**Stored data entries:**

[Start of section]

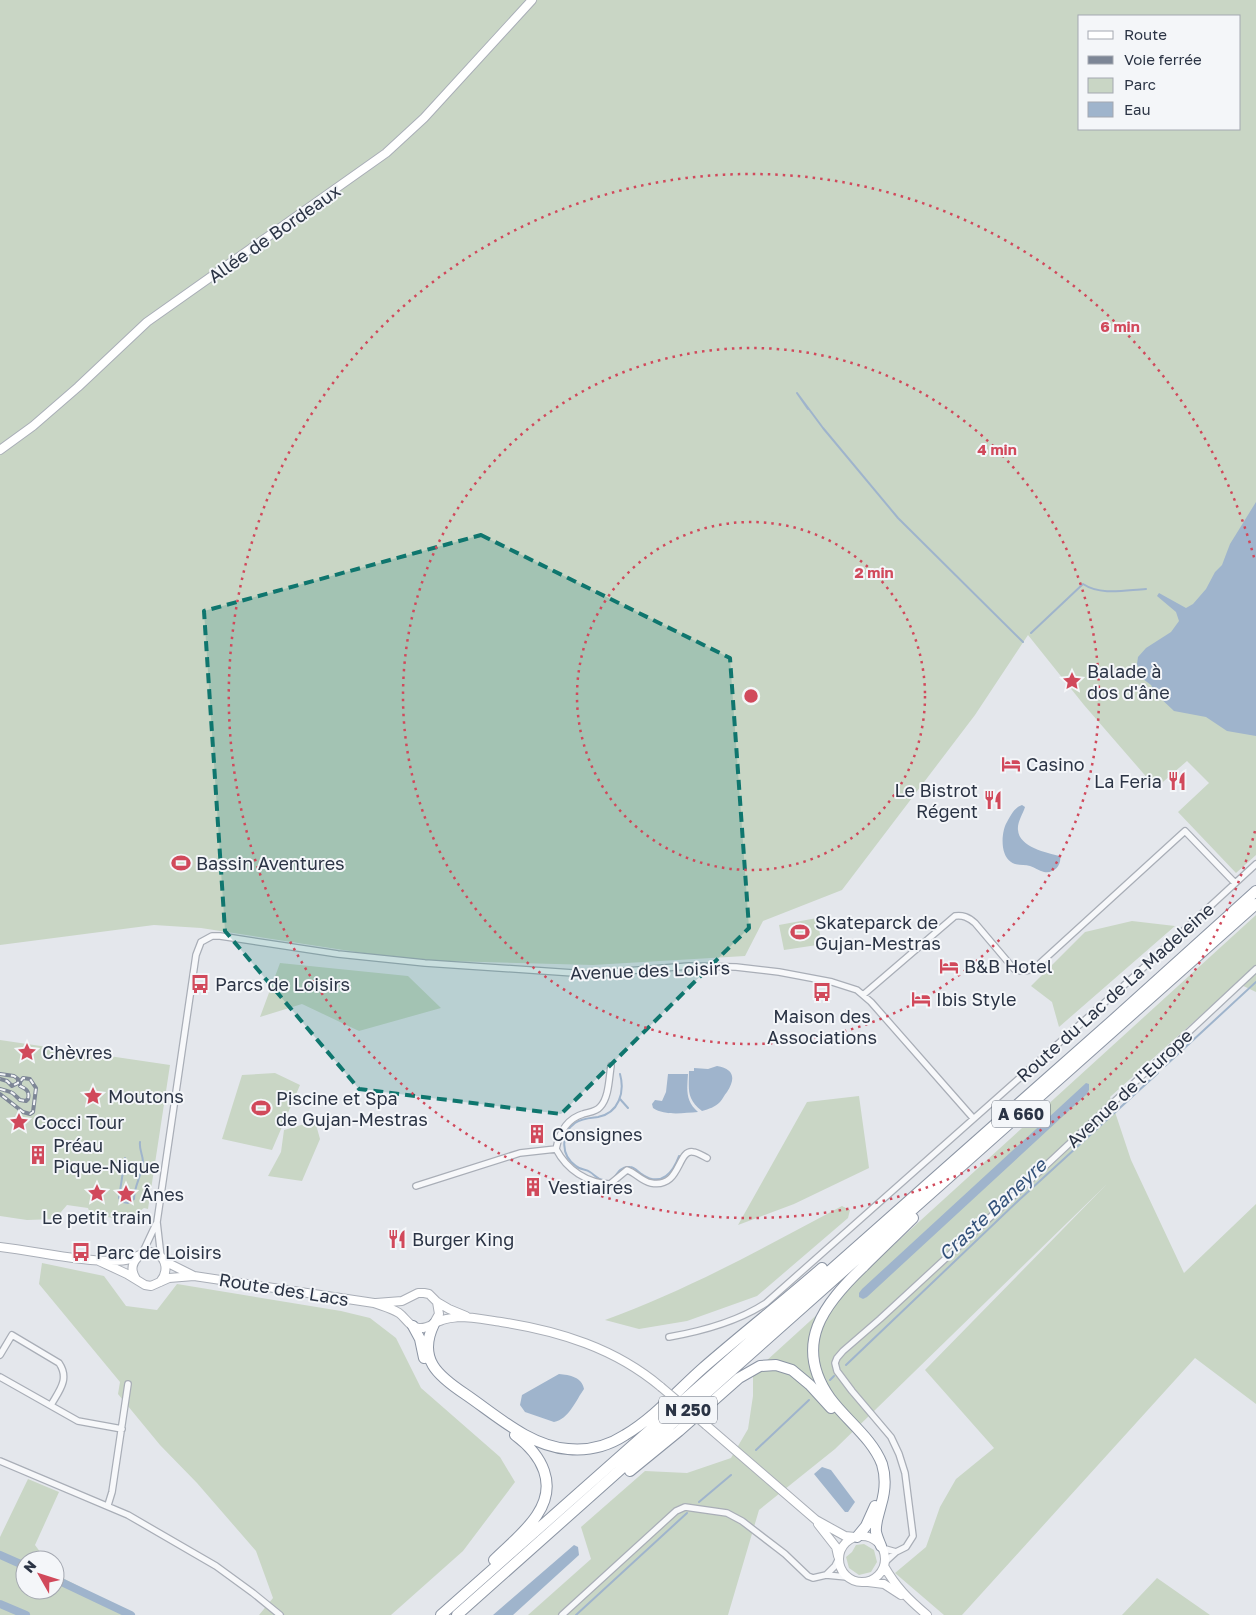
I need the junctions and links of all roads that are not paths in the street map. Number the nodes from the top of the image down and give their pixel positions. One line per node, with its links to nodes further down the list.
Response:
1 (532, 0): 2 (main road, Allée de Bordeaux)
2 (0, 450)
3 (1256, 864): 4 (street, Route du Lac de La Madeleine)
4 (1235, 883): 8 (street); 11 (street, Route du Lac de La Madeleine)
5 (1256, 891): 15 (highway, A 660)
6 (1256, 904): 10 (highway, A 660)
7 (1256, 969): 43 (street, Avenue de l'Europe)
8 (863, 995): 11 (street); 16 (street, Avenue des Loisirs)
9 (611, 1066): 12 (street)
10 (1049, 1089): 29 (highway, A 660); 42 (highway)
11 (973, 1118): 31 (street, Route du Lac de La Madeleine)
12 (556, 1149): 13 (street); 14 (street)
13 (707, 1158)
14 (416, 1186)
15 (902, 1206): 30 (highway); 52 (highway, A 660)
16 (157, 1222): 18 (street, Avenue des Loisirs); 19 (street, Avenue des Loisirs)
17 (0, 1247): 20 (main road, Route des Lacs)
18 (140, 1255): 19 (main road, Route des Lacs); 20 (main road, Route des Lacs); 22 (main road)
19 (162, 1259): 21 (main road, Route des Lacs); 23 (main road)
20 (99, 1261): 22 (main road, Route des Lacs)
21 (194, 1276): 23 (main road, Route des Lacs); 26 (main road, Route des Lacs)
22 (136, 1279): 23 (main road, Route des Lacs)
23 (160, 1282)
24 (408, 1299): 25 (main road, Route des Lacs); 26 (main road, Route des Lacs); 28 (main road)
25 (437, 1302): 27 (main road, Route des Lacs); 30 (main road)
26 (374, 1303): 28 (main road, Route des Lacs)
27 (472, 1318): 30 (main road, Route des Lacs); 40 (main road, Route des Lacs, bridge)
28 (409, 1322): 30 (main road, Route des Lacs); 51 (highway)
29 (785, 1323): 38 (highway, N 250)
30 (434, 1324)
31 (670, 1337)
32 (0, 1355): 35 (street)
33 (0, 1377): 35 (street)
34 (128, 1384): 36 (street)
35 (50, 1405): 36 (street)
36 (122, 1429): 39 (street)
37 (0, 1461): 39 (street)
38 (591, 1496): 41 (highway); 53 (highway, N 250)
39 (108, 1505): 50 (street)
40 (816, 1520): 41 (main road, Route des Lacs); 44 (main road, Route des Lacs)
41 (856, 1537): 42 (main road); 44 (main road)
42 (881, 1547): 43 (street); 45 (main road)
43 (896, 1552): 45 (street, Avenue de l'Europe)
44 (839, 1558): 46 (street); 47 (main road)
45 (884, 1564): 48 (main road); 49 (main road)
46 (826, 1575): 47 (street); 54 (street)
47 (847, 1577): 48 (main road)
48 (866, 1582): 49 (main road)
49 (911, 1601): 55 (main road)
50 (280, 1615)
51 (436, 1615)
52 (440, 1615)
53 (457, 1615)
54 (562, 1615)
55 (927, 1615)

[End of section]

**WORK ORDER:** Retype all the records shown above, character for character. Omit every picture.

**ANSWER BOX:**
I need the junctions and links of all roads that are not paths in the street map. Number the nodes from the top of the image down and give their pixel positions. One line per node, with its links to nodes further down the list.
Response:
1 (532, 0): 2 (main road, Allée de Bordeaux)
2 (0, 450)
3 (1256, 864): 4 (street, Route du Lac de La Madeleine)
4 (1235, 883): 8 (street); 11 (street, Route du Lac de La Madeleine)
5 (1256, 891): 15 (highway, A 660)
6 (1256, 904): 10 (highway, A 660)
7 (1256, 969): 43 (street, Avenue de l'Europe)
8 (863, 995): 11 (street); 16 (street, Avenue des Loisirs)
9 (611, 1066): 12 (street)
10 (1049, 1089): 29 (highway, A 660); 42 (highway)
11 (973, 1118): 31 (street, Route du Lac de La Madeleine)
12 (556, 1149): 13 (street); 14 (street)
13 (707, 1158)
14 (416, 1186)
15 (902, 1206): 30 (highway); 52 (highway, A 660)
16 (157, 1222): 18 (street, Avenue des Loisirs); 19 (street, Avenue des Loisirs)
17 (0, 1247): 20 (main road, Route des Lacs)
18 (140, 1255): 19 (main road, Route des Lacs); 20 (main road, Route des Lacs); 22 (main road)
19 (162, 1259): 21 (main road, Route des Lacs); 23 (main road)
20 (99, 1261): 22 (main road, Route des Lacs)
21 (194, 1276): 23 (main road, Route des Lacs); 26 (main road, Route des Lacs)
22 (136, 1279): 23 (main road, Route des Lacs)
23 (160, 1282)
24 (408, 1299): 25 (main road, Route des Lacs); 26 (main road, Route des Lacs); 28 (main road)
25 (437, 1302): 27 (main road, Route des Lacs); 30 (main road)
26 (374, 1303): 28 (main road, Route des Lacs)
27 (472, 1318): 30 (main road, Route des Lacs); 40 (main road, Route des Lacs, bridge)
28 (409, 1322): 30 (main road, Route des Lacs); 51 (highway)
29 (785, 1323): 38 (highway, N 250)
30 (434, 1324)
31 (670, 1337)
32 (0, 1355): 35 (street)
33 (0, 1377): 35 (street)
34 (128, 1384): 36 (street)
35 (50, 1405): 36 (street)
36 (122, 1429): 39 (street)
37 (0, 1461): 39 (street)
38 (591, 1496): 41 (highway); 53 (highway, N 250)
39 (108, 1505): 50 (street)
40 (816, 1520): 41 (main road, Route des Lacs); 44 (main road, Route des Lacs)
41 (856, 1537): 42 (main road); 44 (main road)
42 (881, 1547): 43 (street); 45 (main road)
43 (896, 1552): 45 (street, Avenue de l'Europe)
44 (839, 1558): 46 (street); 47 (main road)
45 (884, 1564): 48 (main road); 49 (main road)
46 (826, 1575): 47 (street); 54 (street)
47 (847, 1577): 48 (main road)
48 (866, 1582): 49 (main road)
49 (911, 1601): 55 (main road)
50 (280, 1615)
51 (436, 1615)
52 (440, 1615)
53 (457, 1615)
54 (562, 1615)
55 (927, 1615)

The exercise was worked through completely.